Directions for this task:
Consider the entries below. Count the lines holding the string "dead" and state the number only.

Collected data
-------------------------

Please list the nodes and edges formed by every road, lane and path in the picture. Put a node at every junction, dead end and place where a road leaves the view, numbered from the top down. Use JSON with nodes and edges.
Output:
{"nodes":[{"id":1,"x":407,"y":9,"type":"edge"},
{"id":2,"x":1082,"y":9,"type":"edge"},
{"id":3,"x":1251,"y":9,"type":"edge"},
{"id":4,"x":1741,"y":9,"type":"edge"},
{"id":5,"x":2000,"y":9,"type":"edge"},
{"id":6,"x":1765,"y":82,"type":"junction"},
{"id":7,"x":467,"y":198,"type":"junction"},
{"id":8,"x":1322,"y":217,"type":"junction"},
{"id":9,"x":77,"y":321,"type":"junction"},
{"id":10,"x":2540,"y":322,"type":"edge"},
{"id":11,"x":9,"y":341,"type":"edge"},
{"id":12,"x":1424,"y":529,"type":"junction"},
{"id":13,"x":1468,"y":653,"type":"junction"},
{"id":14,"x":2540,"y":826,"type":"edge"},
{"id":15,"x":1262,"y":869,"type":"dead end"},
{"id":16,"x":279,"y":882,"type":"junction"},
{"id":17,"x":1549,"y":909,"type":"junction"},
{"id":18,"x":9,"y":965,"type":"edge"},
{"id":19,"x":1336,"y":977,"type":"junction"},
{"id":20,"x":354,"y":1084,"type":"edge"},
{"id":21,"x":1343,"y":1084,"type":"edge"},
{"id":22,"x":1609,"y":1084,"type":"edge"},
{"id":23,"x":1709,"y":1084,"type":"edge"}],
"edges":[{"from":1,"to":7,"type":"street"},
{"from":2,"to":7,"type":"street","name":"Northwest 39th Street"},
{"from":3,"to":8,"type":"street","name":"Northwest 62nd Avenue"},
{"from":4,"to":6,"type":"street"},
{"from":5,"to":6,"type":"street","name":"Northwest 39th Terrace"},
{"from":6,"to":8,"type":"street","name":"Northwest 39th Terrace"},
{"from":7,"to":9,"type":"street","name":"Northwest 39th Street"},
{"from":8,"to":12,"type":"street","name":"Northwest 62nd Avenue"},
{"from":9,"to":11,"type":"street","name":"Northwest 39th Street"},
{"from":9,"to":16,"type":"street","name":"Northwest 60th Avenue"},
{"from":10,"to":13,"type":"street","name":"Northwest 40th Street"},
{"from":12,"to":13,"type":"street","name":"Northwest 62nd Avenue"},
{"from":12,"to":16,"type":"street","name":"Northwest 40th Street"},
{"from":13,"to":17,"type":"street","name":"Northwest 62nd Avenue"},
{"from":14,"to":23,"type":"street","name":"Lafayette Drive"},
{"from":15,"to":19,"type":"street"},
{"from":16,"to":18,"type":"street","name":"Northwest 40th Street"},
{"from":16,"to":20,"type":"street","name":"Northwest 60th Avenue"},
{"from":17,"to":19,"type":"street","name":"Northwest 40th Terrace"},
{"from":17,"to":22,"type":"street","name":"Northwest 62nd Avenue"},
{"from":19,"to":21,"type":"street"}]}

-------------------------

Exercise solution:
2